EDITED TO ADD - plus, looking at that daft input output waveform again. The output continues to get bigger even after the input has stopped - how on earth does that happen. Where is the energy coming from to increase the magnitude of the speaker movement?

Utter nonsense.
Thank you. I won't argue with you on the "daft" signal graphic, but it has one possibly useful attribute even if it doesn't describe waveform reality: it was a salesman's effort to depict the physical experience of hearing an unrealistically soft attack and lingering decay in a way that would seem relevant to a naive consumer who actually hears such speaker behavior. I get the harmonic distortion part, but am having trouble with the "soft/slow" vs "hard/fast" part and the ringing part.

What I am getting to is that, rather than weighing down this thread with the basics, just for me, do you know a good resource on understanding the subject for someone starting at close to ground zero? My goal is to understand why, whenever someone proposes that it would be helpful for ASR (or someone) to measure the response of speakers and headphones that subjectively are "crisp", "fast" or "resolving", as distinguished from those that are "soft", "slow" or "congested", the ensuing discussions often seem to go 'round in circles. What are the actual phenomena that account for these attributes, and how can they be measured or explained, if at all?

Again, thanks for taking the time to carefully reply! Let me know any good intro resource if one comes to mind.
 
Also keep in mind that an IR is only valid for one point in space.
 
That is true - but if there is little energy at 20Hz in the recording I can understand if people are not that concerned about it - in many cases low-level 20Hz content would be anyway inaudible due to equal-loudness contours / Fletcher–Munson curves and perceptual masking.
This is usually right, but since we're talking about the timbre of a transient and not two or more distinct sounds, I am less sure of how masking will play out.
Maybe this will also be interesting to you - I prepared a few more graphs illustrating what happens with an ideal impulse (actually not strictly ideal - this one has 96kHz bandwidth) when you apply high-pass filters at 10Hz, 30Hz and 50Hz, shown in both frequency and time domains:



As you can see - not a lot of difference in the time-domain shape (waveform) of the pulse - even at this highly zoomed-in scale - but in the frequency domain the differences are very obvious!
Yes, in this case the difference would be audible as a change in tone/timbre, the time domain stuff is definitely inaudible.
So while it is true that "transients" in the recordings look a lot like impulses, that doesn't mean that they contain very low frequencies!
This is actually not correct, see below.
It is also a nice reminder why it is often told that the impulse response is not a good format for presentation of data if you're interested in low-frequency performance of a device! :)
I would agree with that, except that they do tend to reveal ringing/resonances pretty starkly.

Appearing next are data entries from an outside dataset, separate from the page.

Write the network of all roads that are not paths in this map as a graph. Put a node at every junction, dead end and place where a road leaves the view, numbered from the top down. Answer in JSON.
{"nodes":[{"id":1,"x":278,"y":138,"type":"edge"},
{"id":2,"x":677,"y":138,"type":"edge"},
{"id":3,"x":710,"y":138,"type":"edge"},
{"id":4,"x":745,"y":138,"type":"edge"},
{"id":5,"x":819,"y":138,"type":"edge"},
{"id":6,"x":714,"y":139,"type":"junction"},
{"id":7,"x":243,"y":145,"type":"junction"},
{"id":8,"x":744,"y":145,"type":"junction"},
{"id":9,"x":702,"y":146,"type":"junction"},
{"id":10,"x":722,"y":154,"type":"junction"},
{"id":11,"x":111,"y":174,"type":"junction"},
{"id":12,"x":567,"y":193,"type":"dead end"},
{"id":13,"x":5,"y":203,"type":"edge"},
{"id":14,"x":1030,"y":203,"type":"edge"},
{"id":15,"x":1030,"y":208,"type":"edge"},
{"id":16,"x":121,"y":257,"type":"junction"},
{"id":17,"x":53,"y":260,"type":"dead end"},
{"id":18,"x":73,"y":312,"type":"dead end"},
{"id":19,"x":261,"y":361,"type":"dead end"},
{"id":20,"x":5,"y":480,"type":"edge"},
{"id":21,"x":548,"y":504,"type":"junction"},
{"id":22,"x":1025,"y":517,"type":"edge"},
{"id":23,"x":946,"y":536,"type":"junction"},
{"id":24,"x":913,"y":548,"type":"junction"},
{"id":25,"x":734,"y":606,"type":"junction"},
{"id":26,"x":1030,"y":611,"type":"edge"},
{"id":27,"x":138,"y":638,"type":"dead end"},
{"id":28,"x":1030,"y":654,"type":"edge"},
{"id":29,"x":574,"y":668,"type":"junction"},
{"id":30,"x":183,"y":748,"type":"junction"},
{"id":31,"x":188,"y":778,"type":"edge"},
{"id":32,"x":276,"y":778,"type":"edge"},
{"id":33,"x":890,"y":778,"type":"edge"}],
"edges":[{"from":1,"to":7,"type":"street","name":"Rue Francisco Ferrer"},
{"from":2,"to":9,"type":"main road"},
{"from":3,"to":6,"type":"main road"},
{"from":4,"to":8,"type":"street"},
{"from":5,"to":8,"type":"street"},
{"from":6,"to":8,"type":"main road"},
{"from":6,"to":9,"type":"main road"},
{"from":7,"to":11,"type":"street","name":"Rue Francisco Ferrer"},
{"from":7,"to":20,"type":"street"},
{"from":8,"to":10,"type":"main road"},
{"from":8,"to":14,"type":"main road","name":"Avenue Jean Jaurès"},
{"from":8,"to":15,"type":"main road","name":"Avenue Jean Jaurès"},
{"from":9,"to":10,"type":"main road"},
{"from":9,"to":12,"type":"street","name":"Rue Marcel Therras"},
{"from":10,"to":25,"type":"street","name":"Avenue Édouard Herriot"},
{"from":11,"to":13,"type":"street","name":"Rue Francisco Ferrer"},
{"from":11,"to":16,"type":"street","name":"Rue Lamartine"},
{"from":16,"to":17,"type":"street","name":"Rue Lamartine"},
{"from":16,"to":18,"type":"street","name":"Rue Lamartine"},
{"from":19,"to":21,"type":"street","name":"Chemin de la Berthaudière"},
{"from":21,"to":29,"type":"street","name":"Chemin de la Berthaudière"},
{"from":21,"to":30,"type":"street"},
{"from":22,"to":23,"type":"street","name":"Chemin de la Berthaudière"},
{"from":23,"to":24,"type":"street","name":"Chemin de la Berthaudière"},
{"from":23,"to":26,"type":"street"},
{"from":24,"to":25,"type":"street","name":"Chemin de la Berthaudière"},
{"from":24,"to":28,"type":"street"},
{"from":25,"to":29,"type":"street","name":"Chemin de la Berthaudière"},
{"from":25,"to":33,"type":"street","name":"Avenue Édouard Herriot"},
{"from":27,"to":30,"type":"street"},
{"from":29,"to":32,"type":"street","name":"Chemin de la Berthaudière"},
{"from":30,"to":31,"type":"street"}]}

Anyway, I took a cymbal strike from Freesound.org and loaded i up into Audacity for the spectrogram - look at the attack and notice how there's actually pretty significant energy all the way down:

There's nothing special about this recording either, it's just a cymbal, which you'd expect would have only HF content. However, the attack (to the extent it resembles an impulse, which is pretty well among recorded sounds) theoretically (and apparently actually) contains all frequencies.

It seems to me that you need a sub to properly reproduce cymbals... have I gone off track somewhere?

e: FWIW just tried to see what the audible difference would be on headphones filtering <80hz out ... honestly not much but it's the theory that counts?

Screen Shot 2022-11-10 at 1.08.10 PM.png
 
Last edited:
"fall delay" happens because nothing can start or stop moving instantaneously. "rise delay" looks pretty nonsensical. I guess the closest thing is group delay but even then...?

Yes - that's why the goal is infinitely stiff, zero mass, and completely acoustically inert.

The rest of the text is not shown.